Left at 11.30 to drive to Warwick University for the honorary degree they were giving me. We arrived for an agreeable lunch with Leslie Scarman, the Chancellor, whom I much like, and a perfectly easy occasion. I made a short impromptu speech after lunch and there was no speech at the ceremony.

MONDAY, 11 DECEMBER.
London and Brussels.

A Labour Committee for Europe lunch at the Charing Cross Hotel. 3.35 plane to Brussels. There I saw Calvo Sotelo, the Spanish Minister for Europe. Two points primarily were dealt with. First, I had to tell him how badly the Commission had reacted to the attempt on the part of the Spanish Government to say that they didn't like our suggestion of an Italian called Papa, who had been our delegate in Ankara, as the head of our Madrid office.
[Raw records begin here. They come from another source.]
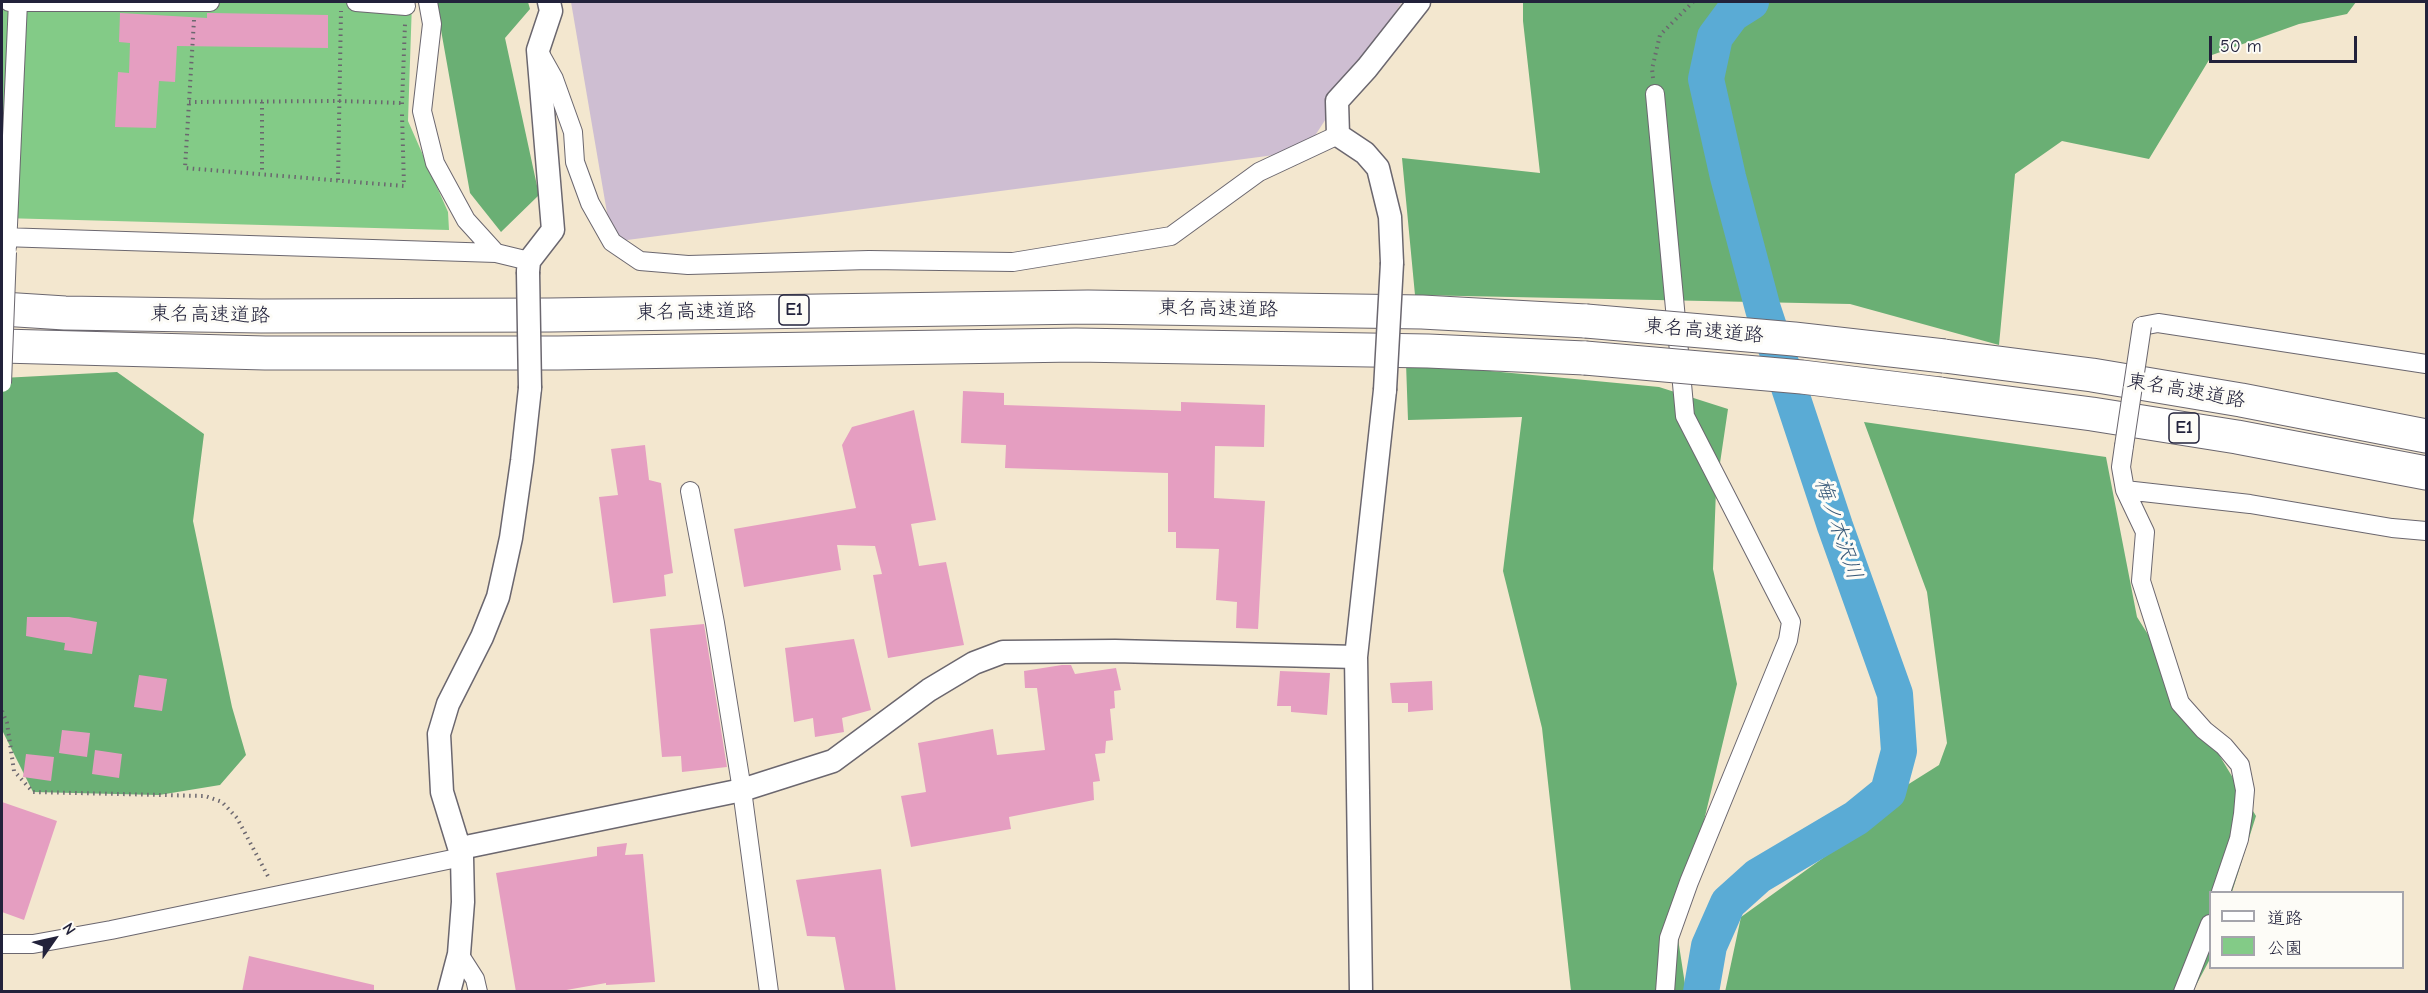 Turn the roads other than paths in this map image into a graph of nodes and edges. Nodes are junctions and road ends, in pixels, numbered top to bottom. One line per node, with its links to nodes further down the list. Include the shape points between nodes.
1 (15, 2): 2 (street); 12 (street)
2 (195, 2): 3 (street)
3 (210, 2)
4 (356, 2): 8 (street)
5 (428, 2): 13 (street, via 432,24 422,111 435,163 466,220)
6 (549, 2): 9 (street, via 551,11)
7 (1419, 2): 11 (street, via 1337,101)
8 (406, 6)
9 (538, 50): 11 (street, via 573,132 575,162 590,202 612,242 640,261 687,265 868,260 1013,262 1171,236 1259,172); 14 (street, via 553,230)
10 (1655, 94): 35 (street, via 1685,416 1791,622 1788,640 1669,938)
11 (1338, 135): 24 (street, bridge, via 1365,153 1378,168 1390,217 1392,263 1385,390)
12 (6, 242): 13 (street); 18 (street, bridge)
13 (496, 252): 14 (street)
14 (528, 266): 26 (street, bridge, via 530,388 511,538 498,597 448,704 439,734 442,792)
15 (2, 309): 19 (highway, 東名高速道路 / E1, bridge, via 295,316 1088,307 1422,312 1586,321 1944,356 2092,375)
16 (2, 346): 20 (highway, 東名高速道路 / E1, bridge, via 347,353 1076,345 1584,358 1802,377 2092,414 2237,436)
17 (2427, 364): 21 (street, bridge, via 2158,323 2142,326 2121,468)
18 (2, 383)
19 (2427, 436)
20 (2427, 473)
21 (2125, 490): 23 (street); 27 (street, via 2145,532 2141,581 2180,703 2240,765 2245,790 2243,814)
22 (690, 491): 25 (street)
23 (2427, 531)
24 (1356, 657): 25 (street, via 1003,652 974,663 929,690 833,760); 34 (street)
25 (742, 790): 26 (street); 33 (street)
26 (461, 852): 29 (street, via 111,930 33,944); 30 (street)
27 (2221, 891)
28 (2209, 929): 36 (street)
29 (2, 944)
30 (459, 954): 31 (street); 32 (street, via 475,979)
31 (449, 992)
32 (477, 992)
33 (769, 992)
34 (1360, 992)
35 (1665, 992)
36 (2183, 992)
Their objection was apparently based on the fact that he had been an active member of the Italian Socialist Party, and they therefore thought he would interfere in Spanish politics. I said that this had not created a good impression at all in view of the extent to which we were firmly saying what a pluralist democracy Spain had become. He took this quite well and said he would consult the Foreign Minister and reflect upon it. The second point was that he stressed to me that it would be a great advantage for Spain if they could have the formal opening of the negotiations by March, and that if this could be achieved they would then be content for nothing much to happen for several months after that.

TUESDAY, 12 DECEMBER.
Brussels and Luxembourg.

Excellent news during the morning that the Italian Government had firmly decided to enter the EMS; a considerable retrieval of the previous position.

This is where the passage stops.